Rather than incrementalism, it is time to think big, establishing a new system grounded in two principles. First, policymakers can no longer be indifferent to U.S. industrial structure. They need to articulate that there is a set of industries “too critical to fail”—such as aerospace, biopharmaceuticals, sophisticated computers and semiconductors, advanced machinery and equipment, software, and artificial intelligence. Second, while business must lead, government has to play a strong supporting role.59

The most important step to get to a new innovation system is for elites and policymakers to agree to this new national mission and then ensure an all-of-government approach to implementing it. Without this agreement and alignment, progress will be limited.

There are a host of steps government needs to take. Making industrial and innovation greatness the new defining mission means ensuring that federal agencies and policies do less to limit innovation. As one example, for over half a century, U.S. antitrust policy has been led by the Department of Justice and the Federal Trade Commission, with little input from DOD and DOC. The result has been a series of disastrous antitrust decisions that enabled foreign competitors, including Japan and China, to get a leg up.60

Second, Congress needs to appropriate significantly more funding for innovation-based competitiveness, both directly and indirectly (through tax expenditures) and for defense and commercial innovation, and encourage commercialization and production of the resulting technology domestically. This means at least $100 billion more a year in R&D funding, with most of this going to applied research and engineering, including on process R&D, focused on key dual-use technology needs. Legislation like the Senate Democrat LEADS act, the bipartisan Endless Frontier Act, and the CHIPS/American Foundries Act are important steps in that direction.

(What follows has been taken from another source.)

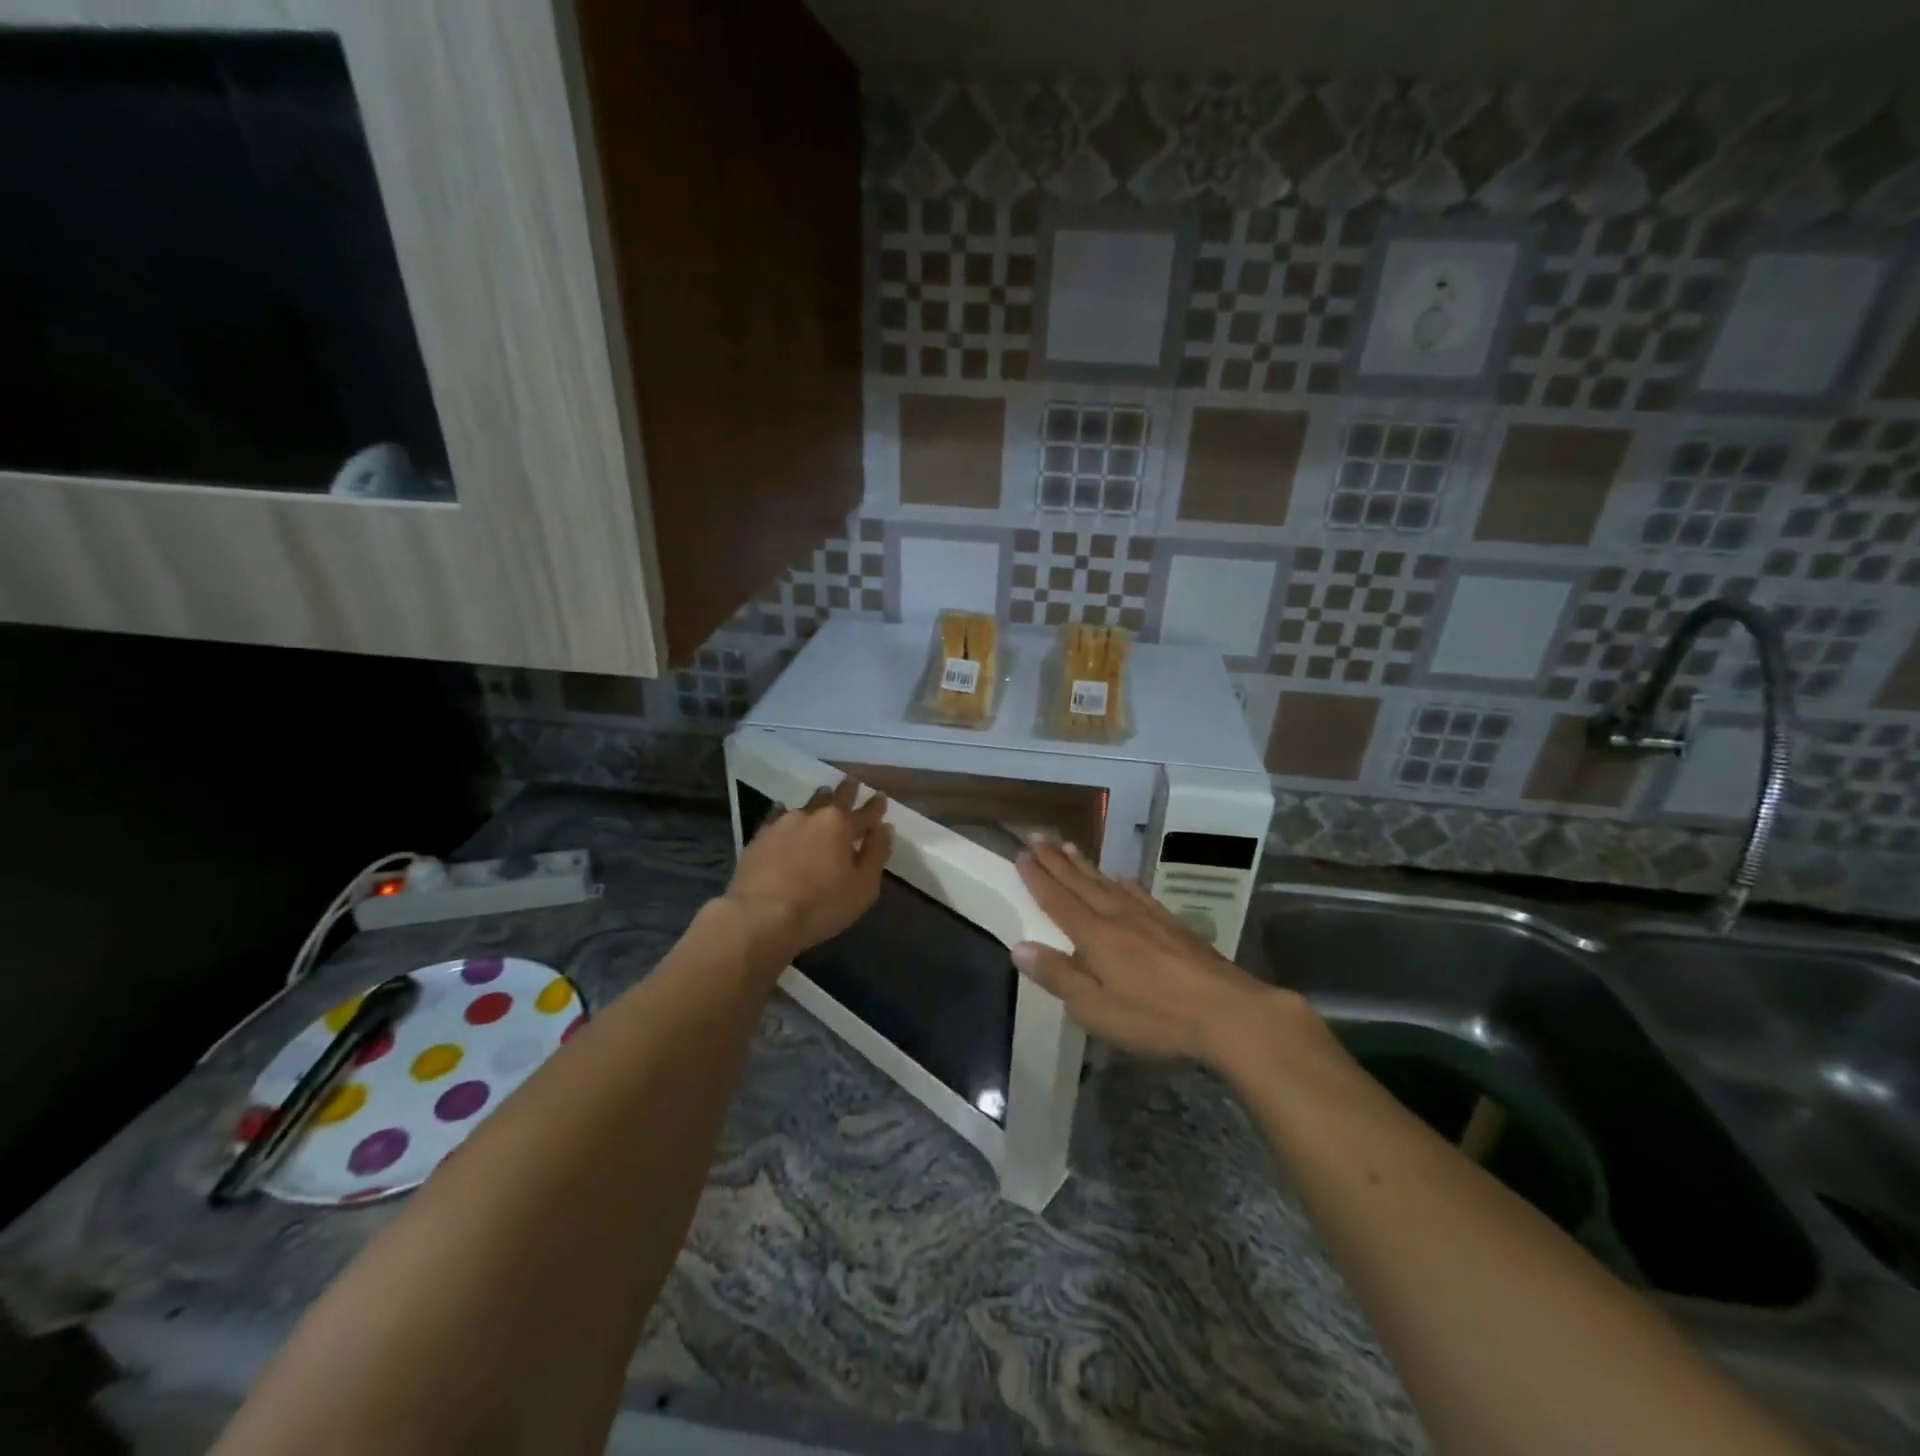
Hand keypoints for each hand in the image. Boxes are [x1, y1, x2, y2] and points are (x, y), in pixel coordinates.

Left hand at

Some will argue that we don’t need more spending; after all, government spending on R&D is the same as it was three decades ago in inflation-adjusted terms. There are two problems with this view. First, America is competing with China, which is funding vastly more R&D than three decades ago. Second, as Nick Bloom and colleagues have shown, the global productivity of R&D has fallen.61 To take DARPA as an example, its funding as a share of GDP has fallen by half, which means that DARPA innovation outputs have likely fallen by at least three quarters, relative to GDP.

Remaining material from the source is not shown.